La puissance des marionnettes

Aux esprits tordus qui croyaient qu’il allait ici être question des politiciens, détrompez-vous. Ce texte porte bel et bien sur les marionnettes. Les vraies. On les connaît comme outil de divertissement, mais voilà qu’elles peuvent être un fascinant véhicule d’éducation et de sensibilisation.

On a de la chance, à Trois-Rivières et dans la région, d’avoir une compagnie comme Les Sages Fous, spécialisée dans l’art du masque et de la marionnette. La réputation des Sages Fous n’est plus à faire et son rayonnement a, depuis longtemps, franchi les frontières et les océans.

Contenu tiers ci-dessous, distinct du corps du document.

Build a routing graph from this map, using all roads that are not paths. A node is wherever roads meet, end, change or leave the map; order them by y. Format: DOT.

Depuis une dizaine d’années, la compagnie organise le Micro-festival de marionnettes inachevées, une sorte de laboratoire qui permet à des artistes ou à des compagnies d’un peu partout de venir tester leur spectacle devant public. Souvent, le spectacle n’est pas encore tout à fait au point. Il manque quelques éléments scéniques, la trame musicale est à peaufiner, le rythme doit être resserré. Mais c’est une occasion exceptionnelle de se familiariser avec le travail de ces artistes et d’apprécier leur talent.

C’est la magnifique église Saint-James qui, ces jours-ci, sert d’écrin à ces perles de création. Il faut dire que les Sages Fous y ont leur atelier dans la salle attenante, ce qui facilite sans doute les choses.

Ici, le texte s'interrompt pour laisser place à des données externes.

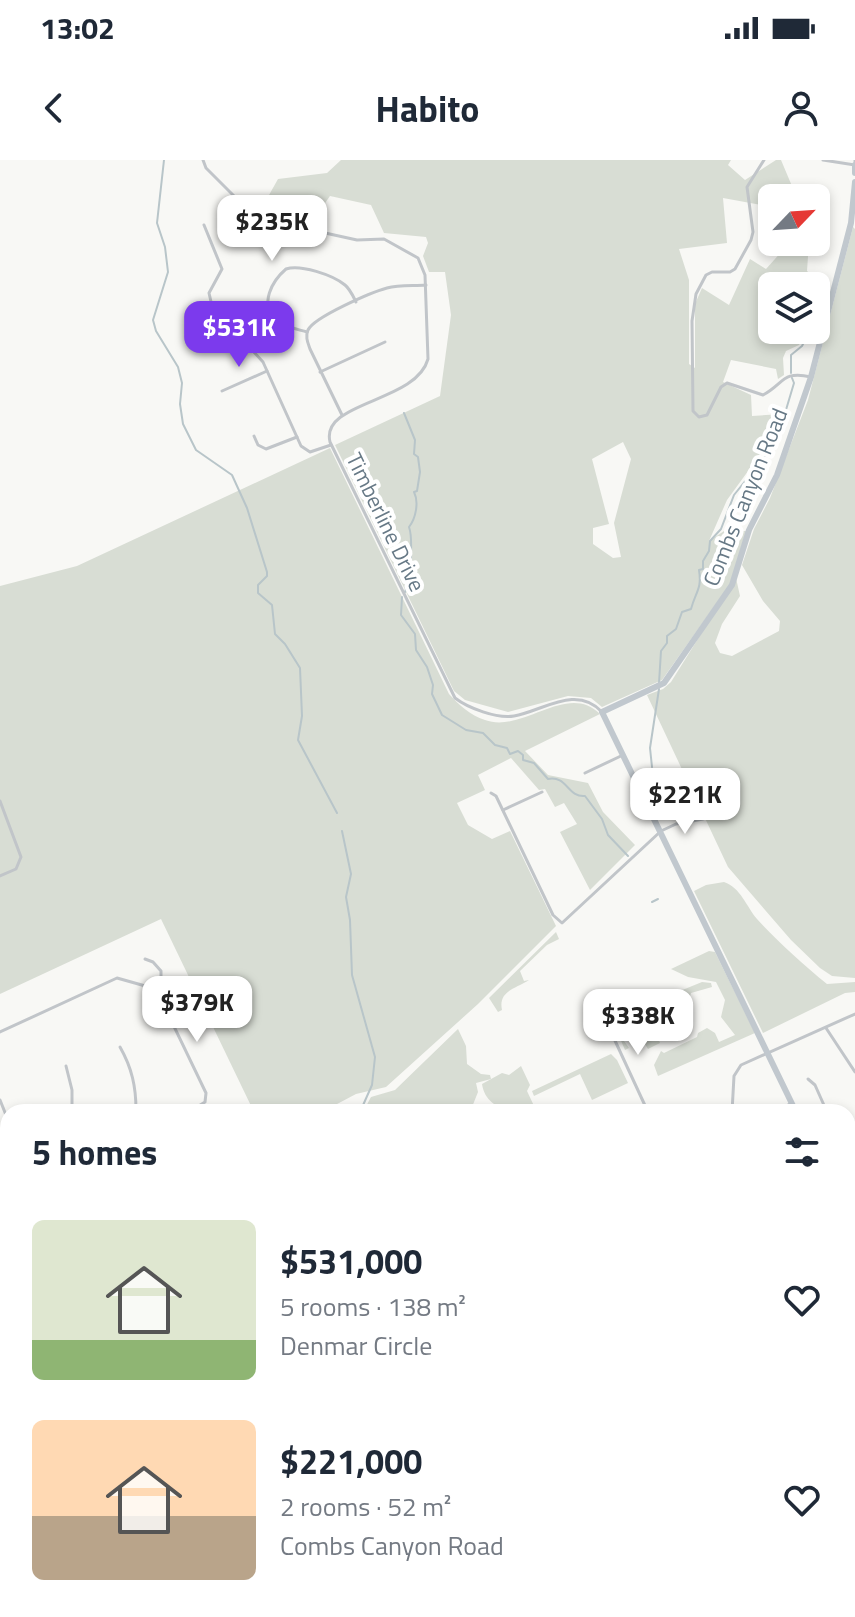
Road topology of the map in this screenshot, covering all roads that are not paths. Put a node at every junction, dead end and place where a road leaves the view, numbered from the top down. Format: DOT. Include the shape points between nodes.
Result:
graph roads {
  1 [pos="203,160"];
  2 [pos="764,160"];
  3 [pos="823,160"];
  4 [pos="855,163"];
  5 [pos="855,173"];
  6 [pos="855,182"];
  7 [pos="204,225"];
  8 [pos="426,285"];
  9 [pos="356,302"];
  10 [pos="269,308"];
  11 [pos="234,329"];
  12 [pos="307,333"];
  13 [pos="206,342"];
  14 [pos="385,342"];
  15 [pos="267,371"];
  16 [pos="320,372"];
  17 [pos="811,377"];
  18 [pos="222,391"];
  19 [pos="342,415"];
  20 [pos="254,436"];
  21 [pos="297,437"];
  22 [pos="331,445"];
  23 [pos="602,712"];
  24 [pos="623,755"];
  25 [pos="585,773"];
  26 [pos="542,792"];
  27 [pos="491,793"];
  28 [pos="0,801"];
  29 [pos="503,810"];
  30 [pos="703,819"];
  31 [pos="661,831"];
  32 [pos="0,876"];
  33 [pos="145,959"];
  34 [pos="156,989"];
  35 [pos="853,1015"];
  36 [pos="826,1028"];
  37 [pos="0,1032"];
  38 [pos="611,1032"];
  39 [pos="120,1047"];
  40 [pos="768,1051"];
  41 [pos="66,1066"];
  42 [pos="855,1072"];
  43 [pos="808,1079"];
  44 [pos="792,1103"];
  45 [pos="72,1104"];
  46 [pos="136,1104"];
  47 [pos="202,1104"];
  48 [pos="644,1104"];
  49 [pos="732,1104"];
  50 [pos="823,1104"];
  1 -- 8 [label="street" via="229,193 307,229 357,240 384,239 412,254 424,268"];
  2 -- 17 [label="street" via="747,187 753,232 735,269 706,275 696,294 695,415 707,415 727,383 763,395 788,376"];
  3 -- 4 [label="street"];
  4 -- 5 [label="street"];
  6 -- 17 [label="street, Combs Canyon Road" via="851,223"];
  7 -- 11 [label="street" via="222,269 210,302"];
  8 -- 9 [label="street" via="386,288"];
  8 -- 19 [label="street" via="428,359 421,375"];
  9 -- 10 [label="street" via="343,283 294,266 270,289"];
  9 -- 12 [label="street" via="318,320"];
  10 -- 11 [label="street" via="246,315"];
  10 -- 12 [label="street" via="277,321"];
  11 -- 13 [label="street" via="219,341"];
  11 -- 15 [label="street"];
  12 -- 16 [label="street"];
  14 -- 16 [label="street"];
  15 -- 18 [label="street"];
  15 -- 21 [label="street"];
  16 -- 19 [label="street"];
  17 -- 23 [label="street, Combs Canyon Road" via="727,594 664,683"];
  19 -- 22 [label="street, Timberline Drive" via="330,428"];
  20 -- 21 [label="street" via="266,449"];
  21 -- 22 [label="street" via="310,452"];
  22 -- 23 [label="street, Timberline Drive" via="455,698 507,717 577,700 589,701"];
  23 -- 24 [label="street"];
  24 -- 25 [label="street"];
  24 -- 31 [label="street"];
  26 -- 29 [label="street"];
  27 -- 29 [label="street"];
  28 -- 32 [label="street" via="21,857 16,869"];
  29 -- 31 [label="street" via="548,906 562,923"];
  30 -- 31 [label="street"];
  31 -- 40 [label="street"];
  33 -- 34 [label="street" via="161,971"];
  34 -- 37 [label="street" via="117,978"];
  34 -- 47 [label="street" via="206,1093"];
  35 -- 36 [label="street"];
  36 -- 40 [label="street"];
  36 -- 42 [label="street"];
  38 -- 48 [label="street"];
  39 -- 46 [label="street" via="129,1064"];
  40 -- 44 [label="street"];
  40 -- 49 [label="street" via="735,1071"];
  41 -- 45 [label="street"];
  43 -- 50 [label="street"];
}
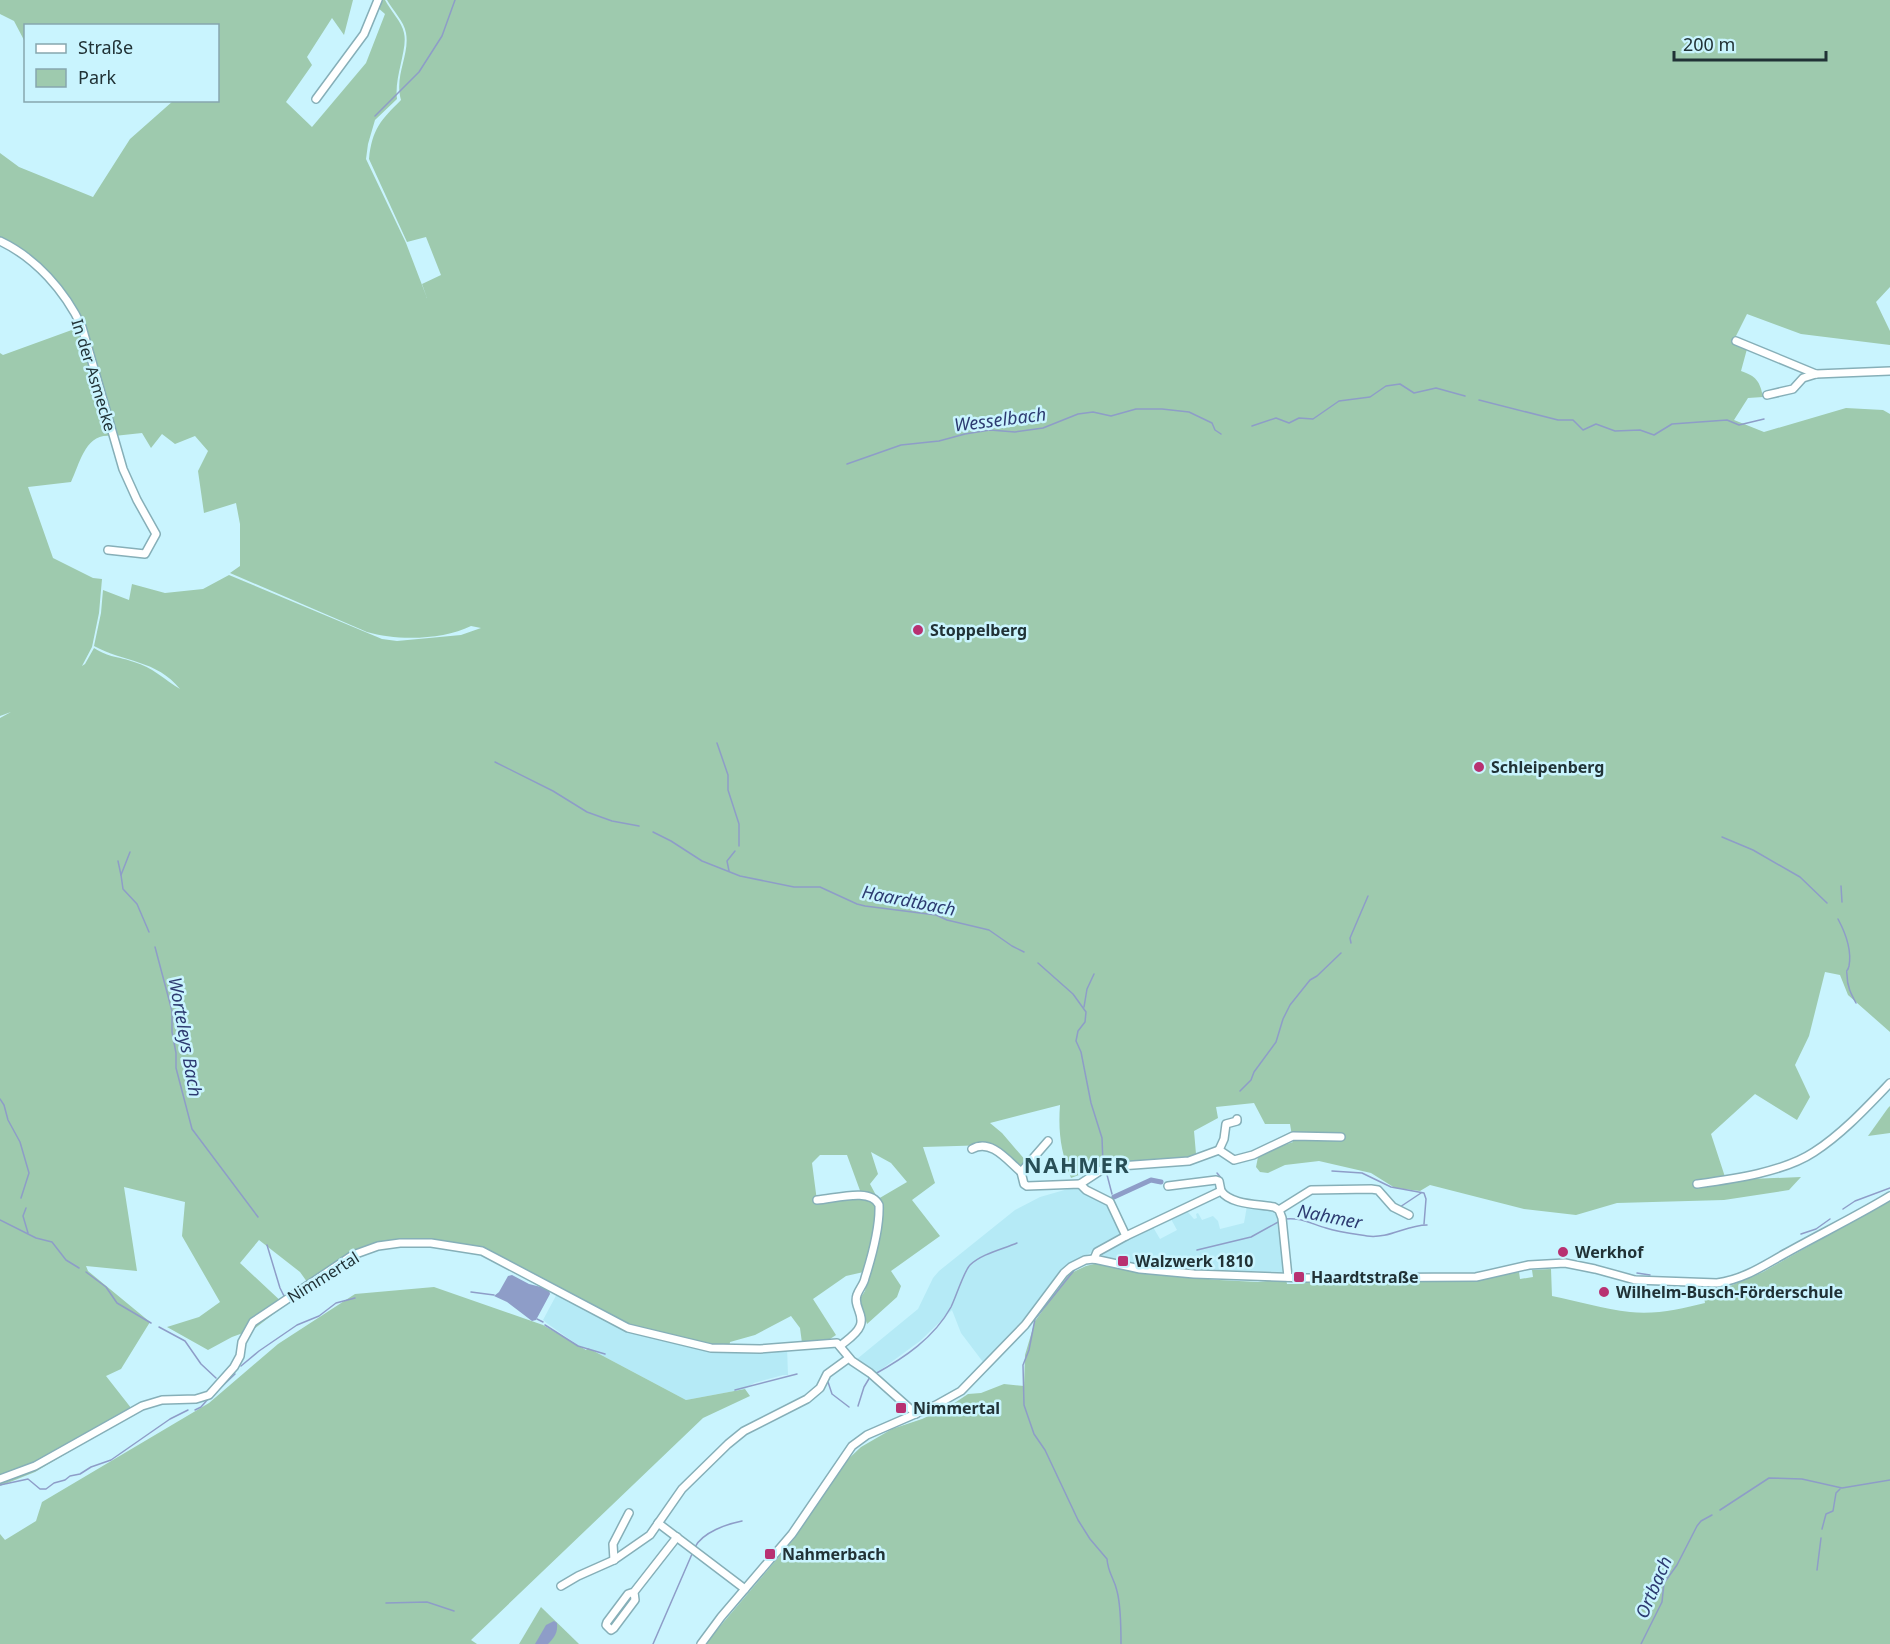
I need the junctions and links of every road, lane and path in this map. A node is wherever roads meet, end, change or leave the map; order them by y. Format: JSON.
{"nodes":[{"id":1,"x":378,"y":0,"type":"edge"},
{"id":2,"x":316,"y":99,"type":"dead end"},
{"id":3,"x":0,"y":241,"type":"edge"},
{"id":4,"x":1736,"y":340,"type":"dead end"},
{"id":5,"x":1890,"y":370,"type":"edge"},
{"id":6,"x":1816,"y":374,"type":"junction"},
{"id":7,"x":1767,"y":395,"type":"dead end"},
{"id":8,"x":108,"y":550,"type":"dead end"},
{"id":9,"x":1890,"y":1083,"type":"edge"},
{"id":10,"x":1237,"y":1119,"type":"dead end"},
{"id":11,"x":1341,"y":1137,"type":"dead end"},
{"id":12,"x":1048,"y":1141,"type":"dead end"},
{"id":13,"x":972,"y":1149,"type":"dead end"},
{"id":14,"x":1219,"y":1150,"type":"junction"},
{"id":15,"x":1021,"y":1172,"type":"junction"},
{"id":16,"x":1080,"y":1184,"type":"junction"},
{"id":17,"x":1697,"y":1184,"type":"dead end"},
{"id":18,"x":1168,"y":1186,"type":"dead end"},
{"id":19,"x":1221,"y":1191,"type":"junction"},
{"id":20,"x":1890,"y":1196,"type":"edge"},
{"id":21,"x":817,"y":1200,"type":"dead end"},
{"id":22,"x":1279,"y":1210,"type":"junction"},
{"id":23,"x":1409,"y":1215,"type":"dead end"},
{"id":24,"x":1126,"y":1236,"type":"junction"},
{"id":25,"x":1094,"y":1259,"type":"junction"},
{"id":26,"x":1288,"y":1277,"type":"junction"},
{"id":27,"x":840,"y":1346,"type":"junction"},
{"id":28,"x":849,"y":1358,"type":"junction"},
{"id":29,"x":916,"y":1414,"type":"junction"},
{"id":30,"x":0,"y":1479,"type":"edge"},
{"id":31,"x":629,"y":1513,"type":"dead end"},
{"id":32,"x":658,"y":1523,"type":"junction"},
{"id":33,"x":677,"y":1537,"type":"junction"},
{"id":34,"x":614,"y":1560,"type":"junction"},
{"id":35,"x":561,"y":1586,"type":"dead end"},
{"id":36,"x":745,"y":1589,"type":"junction"},
{"id":37,"x":634,"y":1592,"type":"junction"},
{"id":38,"x":701,"y":1644,"type":"edge"}],
"edges":[{"from":1,"to":2,"type":"street"},
{"from":3,"to":8,"type":"street","name":"In der Asmecke"},
{"from":4,"to":6,"type":"street"},
{"from":5,"to":6,"type":"street"},
{"from":6,"to":7,"type":"street"},
{"from":9,"to":17,"type":"street"},
{"from":10,"to":14,"type":"street"},
{"from":11,"to":14,"type":"street"},
{"from":12,"to":15,"type":"street"},
{"from":13,"to":15,"type":"street"},
{"from":14,"to":16,"type":"street"},
{"from":15,"to":16,"type":"street"},
{"from":16,"to":24,"type":"street"},
{"from":18,"to":19,"type":"street"},
{"from":19,"to":22,"type":"street"},
{"from":19,"to":24,"type":"street"},
{"from":20,"to":26,"type":"street"},
{"from":21,"to":27,"type":"street"},
{"from":22,"to":23,"type":"street"},
{"from":22,"to":26,"type":"street"},
{"from":24,"to":25,"type":"street"},
{"from":25,"to":26,"type":"street"},
{"from":25,"to":29,"type":"street"},
{"from":27,"to":28,"type":"street"},
{"from":27,"to":30,"type":"street","name":"Nimmertal"},
{"from":28,"to":29,"type":"street"},
{"from":28,"to":32,"type":"street"},
{"from":29,"to":36,"type":"street"},
{"from":31,"to":34,"type":"street"},
{"from":32,"to":33,"type":"street"},
{"from":32,"to":34,"type":"street"},
{"from":33,"to":36,"type":"street"},
{"from":33,"to":37,"type":"street"},
{"from":34,"to":35,"type":"street"},
{"from":36,"to":38,"type":"street"},
{"from":37,"to":37,"type":"street"}]}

Bref, on a ici un événement aussi précieux que discret, qui mérite certainement d’être mieux connu.

Parce qu’on y fait parfois de stupéfiantes découvertes.

Mardi soir, devant une cinquantaine de personnes, l’artiste sénégalaise Patricia Gomis a présenté son spectacle intitulé Petit bout de bois, dans lequel elle donne vie à ses marionnettes, faites de bois par des jeunes Sénégalais. Elle est entourée, pour seul décor, de boîtes de conserve de tous formats, suspendues à des tringles.

Ces boîtes rappellent celles que les talibés portent à leur cou dans les rues de Dakar.

Jusqu’à mardi soir, je n’avais aucune idée de ce qu’étaient un talibé, un marabout ou un daara. Et c’est là qu’entre en jeu la mission de sensibilisation et d’éducation d’un tel spectacle.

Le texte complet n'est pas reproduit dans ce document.